General

The Women of Juárez: Inside the City’s Mysterious Murders




Ciudad Juárez is a buzzing town just across the Rio Grande from El Paso, Texas, that ranks as the most populated US/Mexican border city. It also serves as the inspiration for the fictional city of Santa Teresa, one of the prominent locales of 2666. To many, Ciudad Juárez is viewed as one of the most dangerous cities in the world, but to the two million residents who occupy the area, it is home. From the potholes and poor roads that blanket the city’s geography, to the pink crosses firmly planted in the nearby deserts, Ciudad Juárez is much more than the setting for many psychological thrillers and murder mystery novels (as it’s often depicted) – it’s a place where people live, raise families and grow old, like any other city in the world. Despite its robust community, authentic Mexican cuisine and affordable nightlife, Ciudad Juárez is also a city hiding many secrets – some of them buried deep in the sand.

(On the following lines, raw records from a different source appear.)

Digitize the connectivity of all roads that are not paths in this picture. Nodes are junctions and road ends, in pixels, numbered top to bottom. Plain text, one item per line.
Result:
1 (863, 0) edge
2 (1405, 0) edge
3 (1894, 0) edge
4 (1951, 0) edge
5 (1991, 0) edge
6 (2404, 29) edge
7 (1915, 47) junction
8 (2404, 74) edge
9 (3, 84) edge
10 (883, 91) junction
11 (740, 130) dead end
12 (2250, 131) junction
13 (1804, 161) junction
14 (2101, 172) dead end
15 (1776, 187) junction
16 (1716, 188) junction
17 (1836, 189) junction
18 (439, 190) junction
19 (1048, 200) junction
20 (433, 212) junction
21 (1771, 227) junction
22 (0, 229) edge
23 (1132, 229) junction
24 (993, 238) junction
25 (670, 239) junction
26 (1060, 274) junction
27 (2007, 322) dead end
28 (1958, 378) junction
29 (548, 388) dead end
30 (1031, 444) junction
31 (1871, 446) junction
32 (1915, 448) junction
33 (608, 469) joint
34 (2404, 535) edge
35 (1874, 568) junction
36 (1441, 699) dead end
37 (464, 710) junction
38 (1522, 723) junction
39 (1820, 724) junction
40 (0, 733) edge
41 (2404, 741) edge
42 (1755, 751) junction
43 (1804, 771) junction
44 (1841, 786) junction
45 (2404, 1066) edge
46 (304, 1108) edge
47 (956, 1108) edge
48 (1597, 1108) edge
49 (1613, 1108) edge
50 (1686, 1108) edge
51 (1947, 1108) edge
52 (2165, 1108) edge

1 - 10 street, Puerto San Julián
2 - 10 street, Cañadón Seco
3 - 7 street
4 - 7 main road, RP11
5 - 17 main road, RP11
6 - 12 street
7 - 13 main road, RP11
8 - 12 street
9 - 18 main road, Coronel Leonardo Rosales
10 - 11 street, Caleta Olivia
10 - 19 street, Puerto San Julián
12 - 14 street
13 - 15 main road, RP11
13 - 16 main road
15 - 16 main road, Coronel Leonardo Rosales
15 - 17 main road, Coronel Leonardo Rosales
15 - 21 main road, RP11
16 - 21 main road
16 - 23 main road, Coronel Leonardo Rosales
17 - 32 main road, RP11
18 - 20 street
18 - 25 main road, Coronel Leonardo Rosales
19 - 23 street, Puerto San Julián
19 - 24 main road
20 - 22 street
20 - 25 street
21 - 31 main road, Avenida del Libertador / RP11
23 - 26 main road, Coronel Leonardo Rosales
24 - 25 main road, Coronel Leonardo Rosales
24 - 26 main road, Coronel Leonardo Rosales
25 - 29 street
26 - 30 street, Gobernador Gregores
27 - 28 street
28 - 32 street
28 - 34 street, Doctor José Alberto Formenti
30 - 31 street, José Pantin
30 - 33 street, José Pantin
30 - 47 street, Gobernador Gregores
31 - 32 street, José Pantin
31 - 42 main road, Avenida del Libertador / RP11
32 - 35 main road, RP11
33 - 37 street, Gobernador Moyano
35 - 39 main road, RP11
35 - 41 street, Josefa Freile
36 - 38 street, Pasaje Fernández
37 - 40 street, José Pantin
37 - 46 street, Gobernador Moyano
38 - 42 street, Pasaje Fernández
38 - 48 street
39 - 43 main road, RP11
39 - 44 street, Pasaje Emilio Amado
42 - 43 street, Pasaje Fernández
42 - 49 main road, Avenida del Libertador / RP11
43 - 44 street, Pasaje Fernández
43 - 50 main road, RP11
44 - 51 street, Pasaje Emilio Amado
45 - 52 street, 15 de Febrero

According to Amnesty International, since 1993 more than 800 women have been brutally mutilated, murdered and had their bodies dumped in the city’s nearby deserts. Though the city also has an unusually high male homicide rate, the methods of and motivations for killing these women are especially disturbing. Many of the victims are factory workers and fit a particular profile: young (usually between 12 and 30 years old), from poor families or neighborhoods and abducted en route to and from public transportation buses known as la ruta. These systemic murders have been termed femicides, or a mass killing of women.